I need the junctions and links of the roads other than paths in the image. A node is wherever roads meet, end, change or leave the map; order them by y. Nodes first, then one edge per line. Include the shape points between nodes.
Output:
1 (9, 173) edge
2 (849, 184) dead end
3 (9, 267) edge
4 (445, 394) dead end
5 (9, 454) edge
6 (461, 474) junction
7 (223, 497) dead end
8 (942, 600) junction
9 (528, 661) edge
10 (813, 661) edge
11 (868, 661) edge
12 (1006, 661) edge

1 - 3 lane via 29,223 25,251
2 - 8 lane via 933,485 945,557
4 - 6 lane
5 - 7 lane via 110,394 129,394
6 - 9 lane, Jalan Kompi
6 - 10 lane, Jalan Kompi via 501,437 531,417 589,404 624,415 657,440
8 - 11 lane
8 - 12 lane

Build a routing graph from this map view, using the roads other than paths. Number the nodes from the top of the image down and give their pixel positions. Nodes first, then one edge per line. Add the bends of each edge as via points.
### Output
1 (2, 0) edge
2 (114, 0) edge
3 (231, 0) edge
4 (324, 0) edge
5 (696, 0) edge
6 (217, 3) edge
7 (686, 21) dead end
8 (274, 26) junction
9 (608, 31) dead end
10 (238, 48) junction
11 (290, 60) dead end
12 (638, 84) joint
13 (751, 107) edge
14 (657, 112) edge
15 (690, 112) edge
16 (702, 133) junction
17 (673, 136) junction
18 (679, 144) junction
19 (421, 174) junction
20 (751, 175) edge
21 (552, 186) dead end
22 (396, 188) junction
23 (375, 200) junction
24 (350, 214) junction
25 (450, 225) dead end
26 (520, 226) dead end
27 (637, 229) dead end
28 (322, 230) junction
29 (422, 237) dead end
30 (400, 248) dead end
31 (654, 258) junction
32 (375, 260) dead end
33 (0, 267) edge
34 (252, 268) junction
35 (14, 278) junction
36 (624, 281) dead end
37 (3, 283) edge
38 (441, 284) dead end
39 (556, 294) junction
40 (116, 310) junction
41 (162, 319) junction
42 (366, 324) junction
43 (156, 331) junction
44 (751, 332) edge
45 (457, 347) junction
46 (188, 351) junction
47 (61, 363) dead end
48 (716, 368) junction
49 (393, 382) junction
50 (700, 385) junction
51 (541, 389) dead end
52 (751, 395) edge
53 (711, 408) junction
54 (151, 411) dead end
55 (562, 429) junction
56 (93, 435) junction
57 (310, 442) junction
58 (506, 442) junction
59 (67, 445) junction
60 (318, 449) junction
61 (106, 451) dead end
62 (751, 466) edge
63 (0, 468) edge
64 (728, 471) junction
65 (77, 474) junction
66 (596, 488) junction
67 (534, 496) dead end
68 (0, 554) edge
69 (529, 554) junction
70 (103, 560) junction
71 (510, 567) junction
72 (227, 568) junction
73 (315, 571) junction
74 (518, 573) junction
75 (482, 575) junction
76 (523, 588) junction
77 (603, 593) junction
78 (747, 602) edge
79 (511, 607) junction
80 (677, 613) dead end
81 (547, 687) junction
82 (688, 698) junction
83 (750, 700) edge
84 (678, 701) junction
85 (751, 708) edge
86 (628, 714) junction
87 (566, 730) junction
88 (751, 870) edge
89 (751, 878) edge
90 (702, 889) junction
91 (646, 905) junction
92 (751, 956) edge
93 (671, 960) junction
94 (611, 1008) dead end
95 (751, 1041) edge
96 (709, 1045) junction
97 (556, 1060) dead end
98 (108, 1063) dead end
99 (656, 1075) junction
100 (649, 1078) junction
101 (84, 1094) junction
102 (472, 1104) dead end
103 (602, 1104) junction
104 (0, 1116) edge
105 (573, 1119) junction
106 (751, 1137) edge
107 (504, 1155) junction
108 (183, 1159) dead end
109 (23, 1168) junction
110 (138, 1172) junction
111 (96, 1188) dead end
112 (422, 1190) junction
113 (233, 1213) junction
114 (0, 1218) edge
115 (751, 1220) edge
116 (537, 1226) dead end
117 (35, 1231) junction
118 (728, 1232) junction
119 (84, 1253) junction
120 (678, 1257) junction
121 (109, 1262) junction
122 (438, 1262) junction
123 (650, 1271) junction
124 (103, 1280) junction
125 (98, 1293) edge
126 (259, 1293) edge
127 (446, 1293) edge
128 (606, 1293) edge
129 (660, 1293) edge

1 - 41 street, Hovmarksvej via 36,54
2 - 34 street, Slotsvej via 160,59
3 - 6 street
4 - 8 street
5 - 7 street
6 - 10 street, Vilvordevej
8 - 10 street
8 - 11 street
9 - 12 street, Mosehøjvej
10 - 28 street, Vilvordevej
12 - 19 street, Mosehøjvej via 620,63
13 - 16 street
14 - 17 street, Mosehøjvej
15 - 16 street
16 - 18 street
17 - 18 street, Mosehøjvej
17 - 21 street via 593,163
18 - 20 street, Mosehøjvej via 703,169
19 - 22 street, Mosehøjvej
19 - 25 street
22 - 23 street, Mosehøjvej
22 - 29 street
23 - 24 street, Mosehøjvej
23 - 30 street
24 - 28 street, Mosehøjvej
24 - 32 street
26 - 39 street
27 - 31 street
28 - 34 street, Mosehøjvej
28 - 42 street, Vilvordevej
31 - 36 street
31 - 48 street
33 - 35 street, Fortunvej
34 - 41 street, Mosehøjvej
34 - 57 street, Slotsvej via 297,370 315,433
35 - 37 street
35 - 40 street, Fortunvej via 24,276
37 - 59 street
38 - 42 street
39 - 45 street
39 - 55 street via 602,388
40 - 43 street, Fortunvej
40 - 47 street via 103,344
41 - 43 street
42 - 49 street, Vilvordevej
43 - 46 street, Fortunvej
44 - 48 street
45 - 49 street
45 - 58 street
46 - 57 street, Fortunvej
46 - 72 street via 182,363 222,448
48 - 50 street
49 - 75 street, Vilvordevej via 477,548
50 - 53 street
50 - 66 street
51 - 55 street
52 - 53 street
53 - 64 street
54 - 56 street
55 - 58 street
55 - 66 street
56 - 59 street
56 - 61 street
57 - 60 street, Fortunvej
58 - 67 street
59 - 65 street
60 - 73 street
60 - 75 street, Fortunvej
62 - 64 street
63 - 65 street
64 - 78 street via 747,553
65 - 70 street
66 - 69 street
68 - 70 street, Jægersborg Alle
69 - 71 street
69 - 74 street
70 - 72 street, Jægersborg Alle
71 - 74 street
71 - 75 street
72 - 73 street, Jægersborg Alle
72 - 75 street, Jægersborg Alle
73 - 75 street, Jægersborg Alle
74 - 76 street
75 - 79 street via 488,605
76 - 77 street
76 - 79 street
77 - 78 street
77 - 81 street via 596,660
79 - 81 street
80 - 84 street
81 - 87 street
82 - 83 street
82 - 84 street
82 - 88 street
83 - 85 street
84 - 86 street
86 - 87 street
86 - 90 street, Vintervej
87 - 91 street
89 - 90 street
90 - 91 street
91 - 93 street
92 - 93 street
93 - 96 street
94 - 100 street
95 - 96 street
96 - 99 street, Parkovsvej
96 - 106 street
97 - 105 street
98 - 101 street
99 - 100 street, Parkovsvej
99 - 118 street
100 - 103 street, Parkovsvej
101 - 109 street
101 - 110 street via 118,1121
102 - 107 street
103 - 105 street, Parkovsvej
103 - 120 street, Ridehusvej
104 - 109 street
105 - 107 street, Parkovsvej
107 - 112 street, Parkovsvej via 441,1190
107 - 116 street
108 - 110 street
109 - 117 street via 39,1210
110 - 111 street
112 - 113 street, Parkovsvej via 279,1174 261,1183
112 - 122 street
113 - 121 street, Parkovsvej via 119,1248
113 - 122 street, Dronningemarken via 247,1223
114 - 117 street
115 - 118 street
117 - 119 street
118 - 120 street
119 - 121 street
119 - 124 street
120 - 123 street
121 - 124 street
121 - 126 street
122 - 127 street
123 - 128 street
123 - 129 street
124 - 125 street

————————

→ **Task**:
How many of the lines above hold the word "lane"? Give only that number.

→ **Answer section**:
8